10 Kasımın Düşündürdükleri

                   10 Kasım 2014 Mustafa Kemal Atatürk’ümüzün ölümünün 76. yıldönümü…

                   1965 yılında, İstanbul Üniversitesi Hukuk Fakültesi’ne kaydımı yaptırdığımda 17 yaşındaydım. Mustafa Kemal’in ölümünden sadece 27 yıl sonrasıydı ve ben Mustafa Kemal’in ölümünden on yıl sonra doğmuş olduğumu yıllar sonra kavrayacaktım.

                   Türkiye ne kadar yeni, ne kadar temizmiş!

                   Bir şarkıda söylendiği gibi “biz büyüdük ve kirlendi dünya”…

                   O yıllar, Üniversite’yi kuran çekirdek kadronun; Andreas B. Swarz’ların(*), Erneast E. Hirscht’lerin (**), Hıfzı Veldet Velidedeoğlu’larının olumlu etkilerinin devam ettiği bir dönemdi.

                   Üniversite hocalarımız bize halkın anlayacağı bir hukuk olması gerektiğini öğrettiler.

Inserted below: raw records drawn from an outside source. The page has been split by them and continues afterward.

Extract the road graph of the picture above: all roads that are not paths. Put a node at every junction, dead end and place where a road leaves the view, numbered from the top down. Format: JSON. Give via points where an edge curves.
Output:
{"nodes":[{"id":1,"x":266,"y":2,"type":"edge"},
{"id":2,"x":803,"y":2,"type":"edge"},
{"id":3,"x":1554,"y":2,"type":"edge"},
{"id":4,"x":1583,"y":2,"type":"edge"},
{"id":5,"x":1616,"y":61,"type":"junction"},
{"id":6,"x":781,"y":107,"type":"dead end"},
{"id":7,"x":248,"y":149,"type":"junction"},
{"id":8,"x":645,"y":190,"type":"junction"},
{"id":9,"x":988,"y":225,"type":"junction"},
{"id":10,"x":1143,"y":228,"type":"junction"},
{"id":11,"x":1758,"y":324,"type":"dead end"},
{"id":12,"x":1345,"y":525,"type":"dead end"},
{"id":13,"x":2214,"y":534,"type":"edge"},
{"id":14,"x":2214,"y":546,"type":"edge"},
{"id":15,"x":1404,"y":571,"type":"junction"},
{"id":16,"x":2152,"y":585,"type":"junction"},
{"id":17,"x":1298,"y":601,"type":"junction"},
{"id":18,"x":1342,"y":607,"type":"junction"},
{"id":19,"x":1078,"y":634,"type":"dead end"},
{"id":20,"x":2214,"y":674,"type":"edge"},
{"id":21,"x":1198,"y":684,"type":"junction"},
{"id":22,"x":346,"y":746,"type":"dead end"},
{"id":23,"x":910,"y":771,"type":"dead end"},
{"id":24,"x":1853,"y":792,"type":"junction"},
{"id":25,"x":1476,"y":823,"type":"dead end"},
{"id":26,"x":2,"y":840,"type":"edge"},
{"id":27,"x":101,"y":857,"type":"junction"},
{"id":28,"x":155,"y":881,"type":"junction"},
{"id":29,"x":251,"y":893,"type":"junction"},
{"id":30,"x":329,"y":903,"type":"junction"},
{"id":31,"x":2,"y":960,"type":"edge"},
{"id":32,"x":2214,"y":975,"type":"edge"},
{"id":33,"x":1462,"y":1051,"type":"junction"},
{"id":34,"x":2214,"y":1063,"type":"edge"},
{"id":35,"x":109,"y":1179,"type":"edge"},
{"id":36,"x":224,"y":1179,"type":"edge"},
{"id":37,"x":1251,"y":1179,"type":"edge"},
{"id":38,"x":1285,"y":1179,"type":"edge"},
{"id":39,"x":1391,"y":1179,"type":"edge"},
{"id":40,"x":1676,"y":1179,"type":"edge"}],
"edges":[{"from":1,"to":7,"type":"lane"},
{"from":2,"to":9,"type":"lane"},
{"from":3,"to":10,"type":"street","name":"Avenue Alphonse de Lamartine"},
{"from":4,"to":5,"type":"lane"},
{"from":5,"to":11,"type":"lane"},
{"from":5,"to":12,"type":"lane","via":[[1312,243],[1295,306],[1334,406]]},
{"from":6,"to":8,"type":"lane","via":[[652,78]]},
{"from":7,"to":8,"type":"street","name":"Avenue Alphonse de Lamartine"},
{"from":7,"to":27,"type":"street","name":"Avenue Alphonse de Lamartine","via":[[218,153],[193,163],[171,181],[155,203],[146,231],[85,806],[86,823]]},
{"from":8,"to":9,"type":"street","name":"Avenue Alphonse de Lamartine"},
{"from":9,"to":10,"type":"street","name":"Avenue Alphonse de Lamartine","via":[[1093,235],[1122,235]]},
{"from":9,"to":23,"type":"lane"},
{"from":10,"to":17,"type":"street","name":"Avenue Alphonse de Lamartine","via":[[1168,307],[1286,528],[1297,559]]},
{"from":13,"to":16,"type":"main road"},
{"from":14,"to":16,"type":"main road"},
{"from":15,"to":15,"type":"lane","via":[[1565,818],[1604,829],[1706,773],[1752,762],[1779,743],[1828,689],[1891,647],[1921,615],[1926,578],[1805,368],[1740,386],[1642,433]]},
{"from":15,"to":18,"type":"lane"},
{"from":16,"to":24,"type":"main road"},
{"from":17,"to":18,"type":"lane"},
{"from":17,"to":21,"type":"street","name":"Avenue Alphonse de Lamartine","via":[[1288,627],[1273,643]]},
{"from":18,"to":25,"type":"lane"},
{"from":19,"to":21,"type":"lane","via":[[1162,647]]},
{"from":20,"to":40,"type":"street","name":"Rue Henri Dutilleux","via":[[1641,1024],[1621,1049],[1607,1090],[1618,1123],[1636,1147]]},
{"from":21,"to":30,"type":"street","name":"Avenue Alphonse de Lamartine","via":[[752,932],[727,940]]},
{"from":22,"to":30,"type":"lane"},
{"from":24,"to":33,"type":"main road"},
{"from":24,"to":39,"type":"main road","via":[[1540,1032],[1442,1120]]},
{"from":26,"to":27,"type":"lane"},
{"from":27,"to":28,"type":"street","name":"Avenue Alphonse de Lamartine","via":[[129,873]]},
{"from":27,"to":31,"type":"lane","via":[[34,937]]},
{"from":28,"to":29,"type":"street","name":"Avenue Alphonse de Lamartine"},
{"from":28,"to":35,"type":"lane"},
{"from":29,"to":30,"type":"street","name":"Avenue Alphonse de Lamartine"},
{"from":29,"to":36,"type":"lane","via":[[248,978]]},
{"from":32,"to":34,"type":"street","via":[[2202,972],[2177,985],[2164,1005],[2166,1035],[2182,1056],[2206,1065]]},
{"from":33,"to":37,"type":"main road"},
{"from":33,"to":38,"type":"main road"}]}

                   Hukukun halk için var olduğunu; halkın özgür, bağımsız, mutlu olması için akıl ve bilime dayalı bir hukuk sisteminin, kuvvetler ayrılığı sisteminin var olduğunu öğrettiler.

                   Bize “ne zaman köylerde aydın mezarları olursa o zaman Türkiye adam olur” dediler.

                   Bize modern devletin son şeklinin kuvvetler ayrılığı sistemi olduğunu, bu kuvvetlerin birbirine denk, birbirini denetleyen, aralarında astlık-üstlük ilişkisi olmayan güçler olduğunu, bu sistemin insanı devletin ve egemen gücün ezmesini engelleyen bir denge olduğunu öğrettiler.

                   Bize hukukun temel kurallarını, evrensel hukuku, ceza hukukunu, ceza muhakemesi hukukunu, yurttaşlar hukukunu, devletler hukukunu ve bütün bunların temeli olan bin yıl uygulanmış Roma Hukukunu öğrettiler.

                   Bize özgürlük için zindanlara kapatılmış insanların duvarlara kanlarıyla özgürlüklerini yazdıklarını anlattılar.

                   Bize dünyanın bütün anayasalarının, dünyanın bütün idare hukuku kurallarının sade yurttaşların özgürlüklerinin yok edilmemesi için konulduğunu öğrettiler. Bunun için yargı organının bağımsız olmasının şart olduğunu öğrettiler.

                   Bize; kanunların Anayasa’ya aykırı yapılamayacağını, yapılmaması gerektiğini öğrettiler.

                   Bize; bütün bunların temelini oluşturan egemenlik gücünü sadece seçilenlerin değil; yetkisini anayasadan alan tüm devlet organlarının da kullandığını öğrettiler.

                   Yani, yargı organının, atanmışların iradesini değil ulusun iradesini kullandığını öğrettiler.

                   Mustafa Kemal Atatürk’ün bütün bunların temelini oluşturduğu modern, çağdaş, bilim ve akla dayalı Türkiye Cumhuriyeti’ni kuran büyük insan olduğunu öğrettiler.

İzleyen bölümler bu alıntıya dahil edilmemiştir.